Bill would send St. Clair County children to overcrowded Paine Elementary
By Gary Lloyd
TRUSSVILLE — A bill that would annex homes in the St. Clair County neighborhood Carrington Estates into the city of Trussville will go before a county and municipal government committee today.
The bill’s sponsor, State Rep. Jim McClendon, R-Springville, said he wasn’t sure how many homes in the subdivision would be annexed, but he said a petition was signed by about 100 people requesting the annexation. He also said some parts of the neighborhood were annexed in several years ago.
McClendon said residents of the subdivision wanted to be part of Trussville so children would be able to attend Paine Primary School, a much closer school than elementary schools in Springville or Margaret. McClendon said the bill would allow parents to keep their children enrolled in St. Clair County schools or enroll them in Trussville schools.

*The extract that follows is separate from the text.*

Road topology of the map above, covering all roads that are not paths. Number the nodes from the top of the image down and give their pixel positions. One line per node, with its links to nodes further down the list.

“Those people will have an option, but eventually all of those children will go into the Trussville school system,” he said.

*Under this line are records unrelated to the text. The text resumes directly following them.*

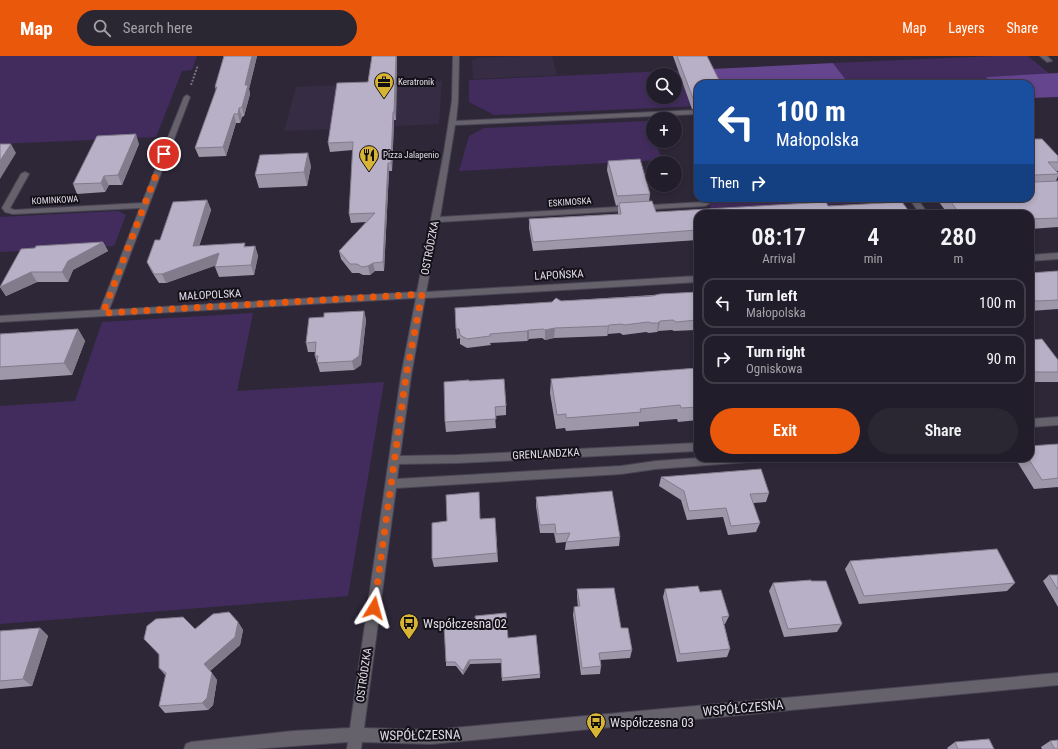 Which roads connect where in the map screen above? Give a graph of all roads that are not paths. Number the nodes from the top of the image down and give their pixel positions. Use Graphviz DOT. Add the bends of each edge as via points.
graph roads {
  1 [pos="456,56"];
  2 [pos="1043,56"];
  3 [pos="1049,61"];
  4 [pos="187,97"];
  5 [pos="694,112"];
  6 [pos="452,123"];
  7 [pos="25,174"];
  8 [pos="705,204"];
  9 [pos="145,205"];
  10 [pos="435,220"];
  11 [pos="1058,256"];
  12 [pos="1034,258"];
  13 [pos="694,279"];
  14 [pos="422,294"];
  15 [pos="103,313"];
  16 [pos="0,319"];
  17 [pos="1058,421"];
  18 [pos="1034,423"];
  19 [pos="694,447"];
  20 [pos="395,460"];
  21 [pos="695,462"];
  22 [pos="391,484"];
  23 [pos="1058,679"];
  24 [pos="356,735"];
  25 [pos="191,749"];
  26 [pos="354,749"];
  1 -- 6 [label="street, OSTRÓDZKA"];
  2 -- 3 [label="street"];
  4 -- 9 [label="street"];
  5 -- 6 [label="street"];
  6 -- 10 [label="street, OSTRÓDZKA"];
  7 -- 9 [label="street, KOMINKOWA" via="6,208 13,212"];
  8 -- 10 [label="street, ESKIMOSKA"];
  9 -- 15 [label="street"];
  10 -- 14 [label="street, OSTRÓDZKA"];
  11 -- 12 [label="street"];
  13 -- 14 [label="street, LAPOŃSKA"];
  14 -- 15 [label="street, MAŁOPOLSKA"];
  14 -- 20 [label="street, OSTRÓDZKA" via="406,376"];
  15 -- 16 [label="street, MAŁOPOLSKA"];
  17 -- 18 [label="street"];
  19 -- 20 [label="street, GRENLANDZKA"];
  20 -- 22 [label="street, OSTRÓDZKA"];
  21 -- 22 [label="street" via="621,470"];
  22 -- 24 [label="street, OSTRÓDZKA"];
  23 -- 24 [label="street, WSPÓŁCZESNA" via="431,737"];
  24 -- 25 [label="street, WSPÓŁCZESNA" via="284,739"];
  24 -- 26 [label="street, OSTRÓDZKA"];
}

McClendon said he wasn’t sure of an exact number of students the bill could affect in the Carrington Estates area, but he projected it to be around 25 or 30 students in kindergarten through 12th grade.
McClendon said he was unaware of the seven-millage property tax vote set for Feb. 25 in Trussville. He said he didn’t have any “direct conversations” with anyone from Trussville City Schools about the bill. McClendon said he had “no idea” if allowing St. Clair County residents annexed into Trussville would affect overcrowding or enrollment numbers at the Paine campus, which currently has over 300 students housed in portable classrooms.
Trussville City Schools Superintendent Pattie Neill was not immediately available for comment Wednesday morning.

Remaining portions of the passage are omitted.